Onto country number 3, Peru. My arrival into Peru wasn’t quite as I had hoped,  but the sunshine here has more than made up for it now. I arrived here on a bus from Ecuador which was due to arrive at 7am. The bus arrived here at 4am. I was the only person getting off and was soon stood in the dark on a street in a town I didn’t know, in a country I didn’t know with no local currency. Not an ideal situation. As it turned out the worst thing that happened was being heavily over charged from a taxi driver to my hostel, which luckily had lovely hammocks I could nap in until morning!

IMG_0927 I stayed in a bamboo hut, which surrounded a swimming pool and garden with hammocks, with the sea about 20m away. As near to perfect as it gets! I had originally planned on staying in Mancora for 3 days before heading further into Peru. However, this quickly changed to 5 days as the beach and glorious sunshine kept me there.

I spent a lot of time sunbathing, i had hoped to have a surf lesson or 2 but this was not to be as the sea resembled a mill pond for the whole time i was there. The other amazing thing about Mancora is the sea food. I had fish everyday, in fact for most meals. It was fresh and delicious and incredibly cheap! I met some lovely people in Mancora, not especially difficult since the place is overrun by travellers, in particular a lovely Austrian girl called Eva.

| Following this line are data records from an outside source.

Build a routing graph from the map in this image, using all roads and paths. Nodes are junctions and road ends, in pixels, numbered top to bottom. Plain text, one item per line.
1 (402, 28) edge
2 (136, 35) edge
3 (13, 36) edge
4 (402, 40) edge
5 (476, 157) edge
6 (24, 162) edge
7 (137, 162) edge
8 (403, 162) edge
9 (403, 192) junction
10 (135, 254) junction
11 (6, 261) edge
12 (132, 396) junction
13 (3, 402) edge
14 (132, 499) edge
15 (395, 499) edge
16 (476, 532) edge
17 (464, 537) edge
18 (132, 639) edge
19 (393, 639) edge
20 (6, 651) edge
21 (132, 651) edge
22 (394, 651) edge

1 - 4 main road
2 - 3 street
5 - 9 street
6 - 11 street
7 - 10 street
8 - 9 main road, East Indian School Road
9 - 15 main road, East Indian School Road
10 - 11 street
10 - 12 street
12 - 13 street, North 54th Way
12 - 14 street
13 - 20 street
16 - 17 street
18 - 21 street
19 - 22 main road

Following my time in Mancora i took a bus south to a city called Chiclayo. A day bus this time. The drive to Chiclayo was really interesting. We drove through the Sechura desert, which is an incredibly barren place except for oockets of intense farming in particular paddy fields. This looks bizarre against the back drop of the desert!


The other entertainment for the bus journey was my realisation that Peruvian men are very different to Ecuadorian men. Since i have blonde hair and blue eyes i had expected unwanted attention in South America. In Columbia and Ecuador I got a fair bit of attention but nothing significant. In Peru it is very different. I have taken to wearing sunglasses even when its not sunny so that i dont have men harassing me about my eye colour! The other issue is the hissing. Peruvian men seem to think this is an acceptable way to show a girl they think she is pretty. I do not. However, it does seem that hissing and unwanted comments are as far as things go. My response of Ignoring said men seems to be sufficient in deterring them, thank god as my spanish is not up to giving quick put downs just yet!